## ABOUT THIS TASK
Only lines with the string "FORT" should be returned from the data below.
### INPUT FOR THIS TASK
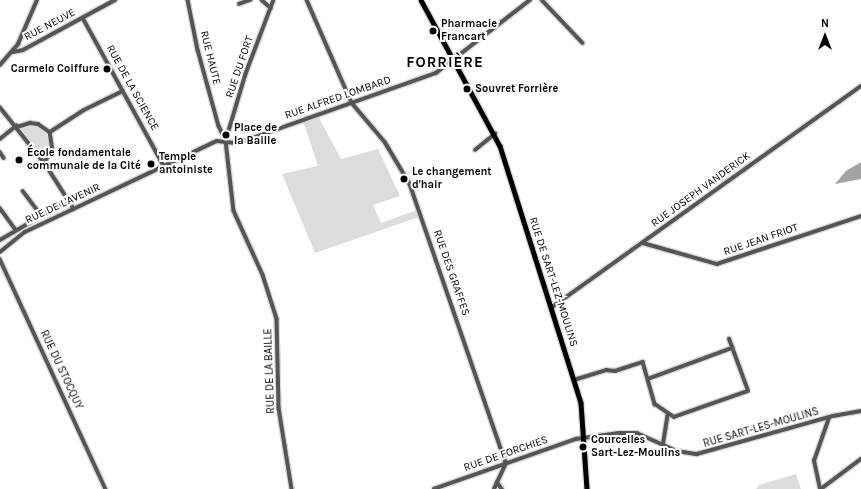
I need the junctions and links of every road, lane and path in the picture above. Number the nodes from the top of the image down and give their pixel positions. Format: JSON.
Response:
{"nodes":[{"id":1,"x":37,"y":0,"type":"edge"},
{"id":2,"x":115,"y":0,"type":"edge"},
{"id":3,"x":188,"y":0,"type":"edge"},
{"id":4,"x":250,"y":0,"type":"edge"},
{"id":5,"x":262,"y":0,"type":"edge"},
{"id":6,"x":274,"y":0,"type":"edge"},
{"id":7,"x":307,"y":0,"type":"edge"},
{"id":8,"x":421,"y":0,"type":"edge"},
{"id":9,"x":530,"y":0,"type":"edge"},
{"id":10,"x":542,"y":0,"type":"edge"},
{"id":11,"x":239,"y":4,"type":"dead end"},
{"id":12,"x":271,"y":8,"type":"junction"},
{"id":13,"x":83,"y":18,"type":"junction"},
{"id":14,"x":583,"y":42,"type":"dead end"},
{"id":15,"x":13,"y":52,"type":"junction"},
{"id":16,"x":454,"y":61,"type":"junction"},
{"id":17,"x":0,"y":65,"type":"edge"},
{"id":18,"x":861,"y":86,"type":"edge"},
{"id":19,"x":123,"y":91,"type":"junction"},
{"id":20,"x":352,"y":103,"type":"junction"},
{"id":21,"x":0,"y":108,"type":"edge"},
{"id":22,"x":16,"y":127,"type":"junction"},
{"id":23,"x":50,"y":132,"type":"junction"},
{"id":24,"x":495,"y":134,"type":"junction"},
{"id":25,"x":0,"y":139,"type":"edge"},
{"id":26,"x":226,"y":141,"type":"junction"},
{"id":27,"x":475,"y":150,"type":"dead end"},
{"id":28,"x":0,"y":152,"type":"edge"},
{"id":29,"x":4,"y":158,"type":"dead end"},
{"id":30,"x":44,"y":163,"type":"junction"},
{"id":31,"x":164,"y":166,"type":"junction"},
{"id":32,"x":23,"y":191,"type":"dead end"},
{"id":33,"x":69,"y":200,"type":"junction"},
{"id":34,"x":55,"y":207,"type":"junction"},
{"id":35,"x":0,"y":208,"type":"edge"},
{"id":36,"x":74,"y":209,"type":"junction"},
{"id":37,"x":41,"y":215,"type":"junction"},
{"id":38,"x":59,"y":216,"type":"junction"},
{"id":39,"x":861,"y":216,"type":"edge"},
{"id":40,"x":16,"y":230,"type":"junction"},
{"id":41,"x":0,"y":240,"type":"edge"},
{"id":42,"x":643,"y":244,"type":"junction"},
{"id":43,"x":0,"y":252,"type":"edge"},
{"id":44,"x":0,"y":259,"type":"edge"},
{"id":45,"x":551,"y":308,"type":"junction"},
{"id":46,"x":729,"y":339,"type":"dead end"},
{"id":47,"x":732,"y":348,"type":"junction"},
{"id":48,"x":648,"y":379,"type":"junction"},
{"id":49,"x":574,"y":380,"type":"junction"},
{"id":50,"x":861,"y":412,"type":"edge"},
{"id":51,"x":668,"y":413,"type":"junction"},
{"id":52,"x":829,"y":418,"type":"junction"},
{"id":53,"x":645,"y":436,"type":"joint"},
{"id":54,"x":584,"y":438,"type":"junction"},
{"id":55,"x":663,"y":444,"type":"junction"},
{"id":56,"x":861,"y":459,"type":"edge"},
{"id":57,"x":506,"y":463,"type":"junction"},
{"id":58,"x":497,"y":482,"type":"junction"},
{"id":59,"x":106,"y":489,"type":"edge"},
{"id":60,"x":292,"y":489,"type":"edge"},
{"id":61,"x":434,"y":489,"type":"edge"},
{"id":62,"x":494,"y":489,"type":"edge"},
{"id":63,"x":502,"y":489,"type":"edge"},
{"id":64,"x":587,"y":489,"type":"edge"},
{"id":65,"x":821,"y":489,"type":"edge"}],
"edges":[{"from":1,"to":15,"type":"street"},
{"from":2,"to":13,"type":"street","name":"RUE NEUVE"},
{"from":3,"to":26,"type":"street","name":"RUE HAUTE"},
{"from":4,"to":11,"type":"street"},
{"from":5,"to":12,"type":"street"},
{"from":6,"to":12,"type":"street","name":"RUE DU FORT"},
{"from":7,"to":20,"type":"street","name":"RUE DES GRAFFES"},
{"from":8,"to":16,"type":"main road","name":"RUE DE SART-LEZ-MOULINS"},
{"from":9,"to":16,"type":"street","name":"RUE ALFRED LOMBARD"},
{"from":10,"to":14,"type":"street"},
{"from":12,"to":26,"type":"street","name":"RUE DU FORT"},
{"from":13,"to":15,"type":"street","name":"RUE NEUVE"},
{"from":13,"to":19,"type":"street","name":"RUE DE LA SCIENCE"},
{"from":15,"to":17,"type":"street"},
{"from":16,"to":20,"type":"street","name":"RUE ALFRED LOMBARD"},
{"from":16,"to":24,"type":"main road","name":"RUE DE SART-LEZ-MOULINS"},
{"from":18,"to":42,"type":"street","name":"RUE JOSEPH VANDERICK"},
{"from":19,"to":23,"type":"street"},
{"from":19,"to":31,"type":"street","name":"RUE DE LA SCIENCE"},
{"from":20,"to":26,"type":"street","name":"RUE ALFRED LOMBARD"},
{"from":20,"to":57,"type":"street","name":"RUE DES GRAFFES"},
{"from":21,"to":22,"type":"street"},
{"from":22,"to":23,"type":"street"},
{"from":22,"to":25,"type":"street"},
{"from":22,"to":30,"type":"street"},
{"from":23,"to":30,"type":"street"},
{"from":24,"to":27,"type":"street"},
{"from":24,"to":45,"type":"main road","name":"RUE DE SART-LEZ-MOULINS"},
{"from":26,"to":31,"type":"street","name":"RUE DE L'AVENIR"},
{"from":26,"to":60,"type":"street","name":"RUE DE LA BAILLE"},
{"from":28,"to":29,"type":"street"},
{"from":30,"to":33,"type":"street"},
{"from":31,"to":36,"type":"street","name":"RUE DE L'AVENIR"},
{"from":32,"to":37,"type":"street"},
{"from":33,"to":34,"type":"street","name":"RUE DE L'AVENIR"},
{"from":33,"to":36,"type":"street"},
{"from":34,"to":37,"type":"street","name":"RUE DE L'AVENIR"},
{"from":34,"to":38,"type":"street"},
{"from":35,"to":40,"type":"street"},
{"from":36,"to":38,"type":"street","name":"RUE DE L'AVENIR"},
{"from":37,"to":40,"type":"street","name":"RUE DE L'AVENIR"},
{"from":38,"to":43,"type":"street","name":"RUE DE L'AVENIR"},
{"from":39,"to":42,"type":"street","name":"RUE JEAN FRIOT"},
{"from":40,"to":41,"type":"street","name":"RUE DE L'AVENIR"},
{"from":42,"to":45,"type":"street","name":"RUE JOSEPH VANDERICK"},
{"from":44,"to":59,"type":"street","name":"RUE DU STOCQUY"},
{"from":45,"to":49,"type":"main road","name":"RUE DE SART-LEZ-MOULINS"},
{"from":46,"to":47,"type":"street"},
{"from":47,"to":48,"type":"street"},
{"from":47,"to":51,"type":"street"},
{"from":48,"to":49,"type":"street"},
{"from":48,"to":51,"type":"street"},
{"from":49,"to":54,"type":"main road","name":"RUE DE SART-LEZ-MOULINS"},
{"from":50,"to":52,"type":"street","name":"RUE SART-LES-MOULINS"},
{"from":51,"to":55,"type":"street"},
{"from":52,"to":55,"type":"street","name":"RUE SART-LES-MOULINS"},
{"from":52,"to":65,"type":"street"},
{"from":53,"to":54,"type":"street","name":"RUE DE FORCHIES"},
{"from":53,"to":55,"type":"street","name":"RUE SART-LES-MOULINS"},
{"from":54,"to":57,"type":"street","name":"RUE DE FORCHIES"},
{"from":54,"to":64,"type":"main road","name":"RUE DE SART-LEZ-MOULINS"},
{"from":56,"to":65,"type":"street"},
{"from":57,"to":58,"type":"street"},
{"from":57,"to":61,"type":"street","name":"RUE DE FORCHIES"},
{"from":58,"to":62,"type":"street"},
{"from":58,"to":63,"type":"street"}]}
######
## TASK OUTPUT
{"from":6,"to":12,"type":"street","name":"RUE DU FORT"},
{"from":12,"to":26,"type":"street","name":"RUE DU FORT"},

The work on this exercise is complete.